Генри не погрешил против истины, заявив на первых страницах «Козерога», что он «был философом уже с пеленок». Если смотреть эзотерически, нельзя отрицать, что человек ранга Генри Миллера изначально был вместилищем всей суммы мудрости древнейших и новейшей эпох. К нему можно отнести его же слова о Рембо и Ван Гоге: «…они поглотили и усвоили культурное наследие нескольких тысячелетий».[18] Гераклит и Пифагор, Гесиод и Орфей, Платон и Сократ, Рабле и Аристофан, Ницше и Шпенглер, Гердер и Фрейд, Бергсон и Спенсер, Штейнер и Джемс, Абеляр и Августин, Достоевский и Гамсун, Иоанн Богослов и Конфуций, Лао-Цзы и Чжуан-Цзы, Лотреамон и дадаисты, философы буддизма и индуизма – все понемногу «наследили» в «Тропике Козерога» (равно как и во всех текстах Миллера), разбросав по его страницам воспринятые и усвоенные ими «знаки и символы» высшего знания. «Что же до Востока, – писал он, – то мысль о нем никогда меня не покидала… И не только о Китае и Индии, но и о Яве, Бали, Бирме, Королевстве Непал, о Тибете… я всегда был уверен, что меня там примут с распростертыми объятиями».[19]

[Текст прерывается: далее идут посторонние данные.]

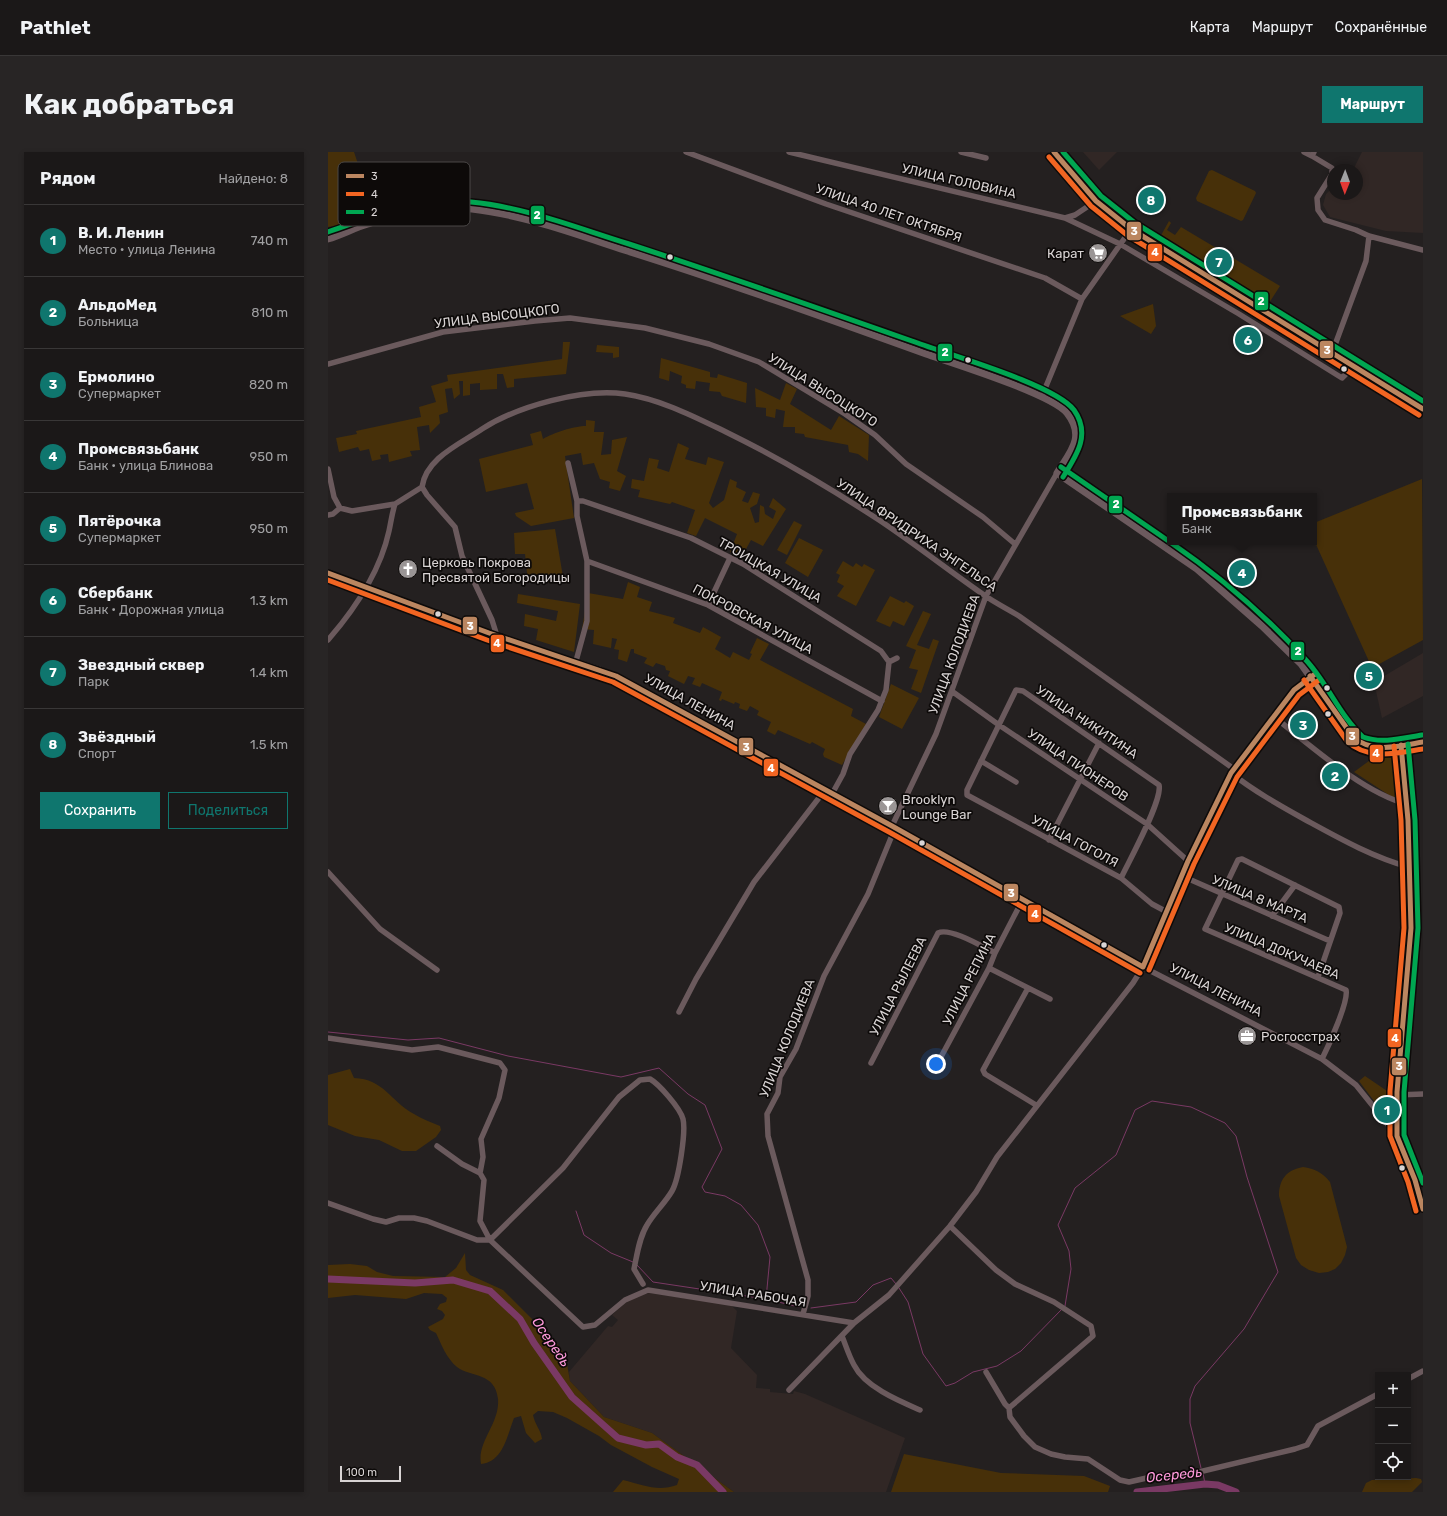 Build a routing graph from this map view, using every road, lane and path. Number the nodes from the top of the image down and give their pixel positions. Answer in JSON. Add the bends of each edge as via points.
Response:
{"nodes":[{"id":1,"x":686,"y":152,"type":"edge"},
{"id":2,"x":789,"y":152,"type":"edge"},
{"id":3,"x":962,"y":152,"type":"edge"},
{"id":4,"x":1054,"y":152,"type":"edge"},
{"id":5,"x":1304,"y":152,"type":"edge"},
{"id":6,"x":1313,"y":154,"type":"edge"},
{"id":7,"x":986,"y":158,"type":"dead end"},
{"id":8,"x":1096,"y":201,"type":"junction"},
{"id":9,"x":470,"y":209,"type":"edge"},
{"id":10,"x":1065,"y":218,"type":"junction"},
{"id":11,"x":361,"y":226,"type":"edge"},
{"id":12,"x":1131,"y":229,"type":"junction"},
{"id":13,"x":1369,"y":236,"type":"junction"},
{"id":14,"x":328,"y":239,"type":"edge"},
{"id":15,"x":1120,"y":244,"type":"junction"},
{"id":16,"x":1423,"y":250,"type":"edge"},
{"id":17,"x":1082,"y":299,"type":"junction"},
{"id":18,"x":1332,"y":353,"type":"junction"},
{"id":19,"x":328,"y":364,"type":"edge"},
{"id":20,"x":1353,"y":367,"type":"junction"},
{"id":21,"x":1042,"y":396,"type":"junction"},
{"id":22,"x":1423,"y":409,"type":"edge"},
{"id":23,"x":568,"y":463,"type":"dead end"},
{"id":24,"x":328,"y":468,"type":"edge"},
{"id":25,"x":1057,"y":473,"type":"junction"},
{"id":26,"x":422,"y":487,"type":"junction"},
{"id":27,"x":577,"y":500,"type":"junction"},
{"id":28,"x":395,"y":504,"type":"junction"},
{"id":29,"x":340,"y":508,"type":"junction"},
{"id":30,"x":328,"y":515,"type":"edge"},
{"id":31,"x":1015,"y":544,"type":"junction"},
{"id":32,"x":730,"y":558,"type":"junction"},
{"id":33,"x":586,"y":561,"type":"junction"},
{"id":34,"x":328,"y":573,"type":"edge"},
{"id":35,"x":366,"y":587,"type":"junction"},
{"id":36,"x":986,"y":596,"type":"junction"},
{"id":37,"x":708,"y":605,"type":"junction"},
{"id":38,"x":497,"y":636,"type":"junction"},
{"id":39,"x":328,"y":640,"type":"edge"},
{"id":40,"x":897,"y":658,"type":"dead end"},
{"id":41,"x":576,"y":661,"type":"junction"},
{"id":42,"x":889,"y":662,"type":"junction"},
{"id":43,"x":1310,"y":676,"type":"junction"},
{"id":44,"x":953,"y":692,"type":"junction"},
{"id":45,"x":882,"y":701,"type":"junction"},
{"id":46,"x":1274,"y":716,"type":"junction"},
{"id":47,"x":999,"y":726,"type":"junction"},
{"id":48,"x":1423,"y":742,"type":"edge"},
{"id":49,"x":1100,"y":743,"type":"junction"},
{"id":50,"x":1401,"y":745,"type":"junction"},
{"id":51,"x":981,"y":761,"type":"junction"},
{"id":52,"x":1232,"y":771,"type":"junction"},
{"id":53,"x":1080,"y":780,"type":"junction"},
{"id":54,"x":1016,"y":782,"type":"dead end"},
{"id":55,"x":825,"y":790,"type":"junction"},
{"id":56,"x":832,"y":794,"type":"junction"},
{"id":57,"x":969,"y":797,"type":"joint"},
{"id":58,"x":1407,"y":804,"type":"junction"},
{"id":59,"x":1147,"y":824,"type":"junction"},
{"id":60,"x":893,"y":827,"type":"junction"},
{"id":61,"x":1049,"y":840,"type":"junction"},
{"id":62,"x":1188,"y":861,"type":"junction"},
{"id":63,"x":1409,"y":867,"type":"junction"},
{"id":64,"x":328,"y":872,"type":"edge"},
{"id":65,"x":1182,"y":876,"type":"junction"},
{"id":66,"x":1121,"y":878,"type":"junction"},
{"id":67,"x":1295,"y":885,"type":"junction"},
{"id":68,"x":1221,"y":894,"type":"junction"},
{"id":69,"x":1023,"y":900,"type":"junction"},
{"id":70,"x":1167,"y":912,"type":"junction"},
{"id":71,"x":1272,"y":916,"type":"junction"},
{"id":72,"x":1330,"y":941,"type":"junction"},
{"id":73,"x":994,"y":953,"type":"junction"},
{"id":74,"x":1143,"y":967,"type":"junction"},
{"id":75,"x":989,"y":968,"type":"junction"},
{"id":76,"x":437,"y":970,"type":"dead end"},
{"id":77,"x":1318,"y":977,"type":"junction"},
{"id":78,"x":1028,"y":988,"type":"junction"},
{"id":79,"x":1050,"y":998,"type":"dead end"},
{"id":80,"x":679,"y":1012,"type":"dead end"},
{"id":81,"x":328,"y":1038,"type":"edge"},
{"id":82,"x":1322,"y":1058,"type":"junction"},
{"id":83,"x":871,"y":1063,"type":"dead end"},
{"id":84,"x":935,"y":1068,"type":"dead end"},
{"id":85,"x":1423,"y":1094,"type":"edge"},
{"id":86,"x":1397,"y":1095,"type":"junction"},
{"id":87,"x":1036,"y":1105,"type":"junction"},
{"id":88,"x":1397,"y":1136,"type":"junction"},
{"id":89,"x":437,"y":1146,"type":"dead end"},
{"id":90,"x":480,"y":1173,"type":"junction"},
{"id":91,"x":328,"y":1203,"type":"edge"},
{"id":92,"x":1423,"y":1208,"type":"edge"},
{"id":93,"x":950,"y":1226,"type":"junction"},
{"id":94,"x":490,"y":1240,"type":"junction"},
{"id":95,"x":643,"y":1284,"type":"dead end"},
{"id":96,"x":803,"y":1314,"type":"junction"},
{"id":97,"x":854,"y":1323,"type":"junction"},
{"id":98,"x":842,"y":1336,"type":"junction"},
{"id":99,"x":1423,"y":1371,"type":"edge"},
{"id":100,"x":986,"y":1372,"type":"dead end"},
{"id":101,"x":1411,"y":1377,"type":"edge"},
{"id":102,"x":789,"y":1390,"type":"dead end"},
{"id":103,"x":1375,"y":1396,"type":"edge"},
{"id":104,"x":1009,"y":1408,"type":"junction"},
{"id":105,"x":920,"y":1410,"type":"dead end"}],
"edges":[{"from":1,"to":17,"type":"street","name":"УЛИЦА 40 ЛЕТ ОКТЯБРЯ","via":[[826,204],[1045,278]]},
{"from":2,"to":10,"type":"street","name":"УЛИЦА ГОЛОВИНА"},
{"from":3,"to":7,"type":"street"},
{"from":4,"to":8,"type":"main road"},
{"from":5,"to":6,"type":"street"},
{"from":6,"to":13,"type":"street","via":[[1332,168],[1332,174],[1317,198],[1318,210],[1325,220]]},
{"from":8,"to":10,"type":"street","via":[[1075,215]]},
{"from":8,"to":12,"type":"main road"},
{"from":9,"to":21,"type":"main road","via":[[499,213],[558,229],[655,260]]},
{"from":10,"to":15,"type":"street","name":"УЛИЦА ГОЛОВИНА"},
{"from":11,"to":14,"type":"main road"},
{"from":12,"to":15,"type":"street"},
{"from":12,"to":18,"type":"main road"},
{"from":13,"to":16,"type":"street"},
{"from":13,"to":18,"type":"street","via":[[1366,260]]},
{"from":15,"to":17,"type":"street"},
{"from":15,"to":20,"type":"street","name":"УЛИЦА ГОЛОВИНА","via":[[1342,378]]},
{"from":17,"to":21,"type":"street"},
{"from":18,"to":20,"type":"main road"},
{"from":19,"to":31,"type":"street","name":"УЛИЦА ВЫСОЦКОГО","via":[[443,332],[570,318],[645,328],[710,344],[759,362],[845,414],[875,435],[906,464],[983,517]]},
{"from":20,"to":22,"type":"main road"},
{"from":21,"to":25,"type":"main road","via":[[1066,411],[1076,430],[1075,443]]},
{"from":23,"to":27,"type":"street"},
{"from":24,"to":29,"type":"street","via":[[334,497]]},
{"from":25,"to":31,"type":"street","name":"УЛИЦА КОЛОДИЕВА"},
{"from":25,"to":43,"type":"main road","via":[[1197,569],[1283,645]]},
{"from":26,"to":28,"type":"street"},
{"from":26,"to":36,"type":"street","name":"УЛИЦА ФРИДРИХА ЭНГЕЛЬСА","via":[[423,479],[436,459],[499,420],[557,400],[592,394],[625,394],[648,399],[704,421],[775,456],[879,520]]},
{"from":26,"to":38,"type":"street","via":[[455,527],[462,556]]},
{"from":27,"to":32,"type":"street","name":"ТРОИЦКАЯ УЛИЦА","via":[[691,538]]},
{"from":27,"to":33,"type":"street","via":[[577,516]]},
{"from":28,"to":29,"type":"street","via":[[352,511]]},
{"from":28,"to":35,"type":"street","via":[[378,564]]},
{"from":29,"to":30,"type":"street"},
{"from":31,"to":36,"type":"street","name":"УЛИЦА КОЛОДИЕВА"},
{"from":32,"to":37,"type":"street"},
{"from":32,"to":42,"type":"street","name":"ТРОИЦКАЯ УЛИЦА","via":[[881,651]]},
{"from":33,"to":37,"type":"street","name":"ПОКРОВСКАЯ УЛИЦА"},
{"from":33,"to":41,"type":"street","via":[[587,621]]},
{"from":34,"to":35,"type":"street","name":"УЛИЦА ЛЕНИНА"},
{"from":35,"to":38,"type":"street","name":"УЛИЦА ЛЕНИНА"},
{"from":35,"to":39,"type":"street","via":[[353,609]]},
{"from":36,"to":44,"type":"street","name":"УЛИЦА КОЛОДИЕВА"},
{"from":36,"to":52,"type":"street","name":"УЛИЦА ФРИДРИХА ЭНГЕЛЬСА","via":[[1019,616]]},
{"from":37,"to":45,"type":"street","name":"ПОКРОВСКАЯ УЛИЦА"},
{"from":38,"to":41,"type":"street","name":"УЛИЦА ЛЕНИНА"},
{"from":40,"to":42,"type":"street"},
{"from":41,"to":55,"type":"street","name":"УЛИЦА ЛЕНИНА","via":[[625,680]]},
{"from":42,"to":45,"type":"street"},
{"from":43,"to":46,"type":"street","via":[[1294,690]]},
{"from":43,"to":50,"type":"main road","via":[[1356,742],[1370,748]]},
{"from":44,"to":47,"type":"street","name":"УЛИЦА ПИОНЕРОВ"},
{"from":44,"to":60,"type":"street","name":"УЛИЦА КОЛОДИЕВА","via":[[931,747]]},
{"from":45,"to":56,"type":"street","via":[[850,754]]},
{"from":46,"to":52,"type":"street"},
{"from":46,"to":58,"type":"street","via":[[1347,773],[1390,798]]},
{"from":47,"to":49,"type":"street","name":"УЛИЦА НИКИТИНА","via":[[1015,692],[1020,690]]},
{"from":47,"to":51,"type":"street","name":"УЛИЦА НИКИТИНА"},
{"from":47,"to":53,"type":"street","name":"УЛИЦА ПИОНЕРОВ"},
{"from":48,"to":50,"type":"main road"},
{"from":49,"to":53,"type":"street"},
{"from":49,"to":59,"type":"street","name":"УЛИЦА НИКИТИНА","via":[[1159,785],[1159,795]]},
{"from":50,"to":58,"type":"main road"},
{"from":51,"to":54,"type":"street"},
{"from":51,"to":57,"type":"street","name":"УЛИЦА НИКИТИНА","via":[[966,792]]},
{"from":52,"to":62,"type":"street"},
{"from":52,"to":63,"type":"street","name":"УЛИЦА ФРИДРИХА ЭНГЕЛЬСА","via":[[1248,786],[1330,834],[1389,861]]},
{"from":53,"to":59,"type":"street","name":"УЛИЦА ПИОНЕРОВ"},
{"from":53,"to":61,"type":"street"},
{"from":55,"to":56,"type":"street","name":"УЛИЦА ЛЕНИНА"},
{"from":55,"to":80,"type":"street","via":[[754,882]]},
{"from":56,"to":60,"type":"street","name":"УЛИЦА ЛЕНИНА"},
{"from":57,"to":61,"type":"street","name":"УЛИЦА ГОГОЛЯ"},
{"from":58,"to":63,"type":"main road"},
{"from":59,"to":62,"type":"street","name":"УЛИЦА ПИОНЕРОВ"},
{"from":59,"to":66,"type":"street","name":"УЛИЦА НИКИТИНА"},
{"from":60,"to":69,"type":"street","name":"УЛИЦА ЛЕНИНА"},
{"from":60,"to":96,"type":"street","name":"УЛИЦА КОЛОДИЕВА","via":[[868,894],[824,976],[796,1049],[780,1077],[778,1093],[767,1114],[768,1136],[808,1280],[808,1296]]},
{"from":61,"to":66,"type":"street","name":"УЛИЦА ГОГОЛЯ"},
{"from":62,"to":65,"type":"street"},
{"from":63,"to":86,"type":"main road","via":[[1411,946]]},
{"from":64,"to":76,"type":"street","via":[[380,930]]},
{"from":65,"to":68,"type":"street","name":"УЛИЦА 8 МАРТА"},
{"from":65,"to":70,"type":"street"},
{"from":66,"to":70,"type":"street","name":"УЛИЦА ГОГОЛЯ","via":[[1152,904]]},
{"from":67,"to":68,"type":"street","via":[[1240,859]]},
{"from":67,"to":71,"type":"street"},
{"from":67,"to":72,"type":"street","via":[[1340,907]]},
{"from":68,"to":71,"type":"street","name":"УЛИЦА 8 МАРТА"},
{"from":68,"to":77,"type":"street","name":"УЛИЦА ДОКУЧАЕВА","via":[[1206,926],[1208,932]]},
{"from":69,"to":73,"type":"street","name":"УЛИЦА РЕПИНА"},
{"from":69,"to":74,"type":"street","name":"УЛИЦА ЛЕНИНА"},
{"from":70,"to":74,"type":"street"},
{"from":71,"to":72,"type":"street","name":"УЛИЦА 8 МАРТА"},
{"from":72,"to":77,"type":"street"},
{"from":73,"to":75,"type":"street","name":"УЛИЦА РЕПИНА"},
{"from":73,"to":83,"type":"street","name":"УЛИЦА РЫЛЕЕВА","via":[[953,933],[938,932]]},
{"from":74,"to":82,"type":"street","name":"УЛИЦА ЛЕНИНА"},
{"from":74,"to":87,"type":"street"},
{"from":75,"to":78,"type":"street"},
{"from":75,"to":84,"type":"street","name":"УЛИЦА РЕПИНА"},
{"from":77,"to":82,"type":"street","name":"УЛИЦА ДОКУЧАЕВА","via":[[1344,988],[1347,992],[1329,1046]]},
{"from":78,"to":79,"type":"street"},
{"from":78,"to":87,"type":"street","via":[[983,1070],[985,1074]]},
{"from":81,"to":90,"type":"street","via":[[412,1050],[438,1047],[504,1066],[499,1098],[481,1139],[483,1157]]},
{"from":82,"to":88,"type":"street","name":"УЛИЦА ЛЕНИНА","via":[[1356,1085]]},
{"from":85,"to":86,"type":"street"},
{"from":86,"to":88,"type":"main road"},
{"from":87,"to":93,"type":"street"},
{"from":88,"to":92,"type":"main road","name":"УЛИЦА ЛЕНИНА"},
{"from":89,"to":90,"type":"street"},
{"from":90,"to":94,"type":"street","via":[[485,1186],[480,1221]]},
{"from":91,"to":94,"type":"street","via":[[386,1222],[398,1218],[414,1218],[477,1240]]},
{"from":93,"to":97,"type":"street","via":[[889,1294]]},
{"from":93,"to":104,"type":"street","via":[[996,1270],[1091,1326],[1093,1336]]},
{"from":94,"to":95,"type":"street","via":[[563,1168],[620,1097],[640,1080],[650,1079],[662,1089],[680,1112],[683,1128],[678,1173],[673,1190],[646,1226],[640,1239],[634,1270]]},
{"from":94,"to":96,"type":"street","name":"УЛИЦА РАБОЧАЯ","via":[[583,1327],[595,1325],[625,1300],[648,1290]]},
{"from":96,"to":97,"type":"street","name":"УЛИЦА РАБОЧАЯ"},
{"from":97,"to":98,"type":"street"},
{"from":98,"to":102,"type":"street"},
{"from":98,"to":105,"type":"street","via":[[854,1366],[862,1376],[887,1395]]},
{"from":99,"to":101,"type":"street"},
{"from":100,"to":104,"type":"street"},
{"from":103,"to":104,"type":"street","via":[[1318,1426],[1306,1445],[1295,1450],[1200,1472],[1176,1476],[1160,1475],[1129,1482],[1120,1480],[1088,1459],[1051,1454],[1035,1447],[1010,1417]]}]}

Определяя «жанр» своих книг (разумеется, в антинаучном и антилитературоведческом смысле), Миллер называет «Тропик Рака» «большим красивым чемоданом из добротной кожи, который может по необходимости растягиваться или съеживаться, куда бросаешь вещи как попало, не думая, накрахмаленные они или мятые, грязные – негрязные».[20] В «Черной весне» он пишет: «Книга для меня – человек, а моя книга – человек, каков я сам: человек запутавшийся, нерадивый, человек беспечный, похотливый, шумный, щепетильный, лгущий, дьявольски правдивый – какой есть. (…) Я считаю себя не книгой, записью, документом, но историей нашего времени – историей всего времени».[21]
«Тропик Козерога» можно назвать и «чемоданом» – только это, наверное, более тяжелый «чемодан», чем «Тропик Рака», – и «клиническим автопортретом», историей болезни, которая, по словам Анаис, в этой книге вылезла наружу; это и история «пробуждения» Миллера – как осознания себя включенным во Всеединство; это и история его самопресуществления в мире явлений; это и поток сознания – с той лишь оговоркой, что исходит он из универсума Миллера, а его универсум – это хаос как бесконечное множество порядков. Но все это частности – с первых фраз и до последней страницы «Тропик Козерога» являет собой единственную в своем роде аутогонию со всеми атрибутами космогонических построений древних, аутогонию, в которой соединяются созерцательный духовный мир Востока и активно-ментальный западный. Аутогонию в стиле бурлеск. И «Аутогония» Миллера в той же мере обладает самостоятельной историко-литературной, генеративной ценностью, что и «Теогония» Гесиода или, скажем, космогония Анаксагора… «Во всем есть часть всего».
«В книгах ты действительно творишь самого себя. В „Тропике Рака“ ты был только желудок и секс. Во второй книге, „Черной весне“, у тебя появляются глаза, сердце, уши, руки. С каждой следующей книгой ты постепенно создашь полноценного мужчину, а уж тогда сможешь написать и о женщине, но не раньше» – таким представлялся этот процесс Анаис.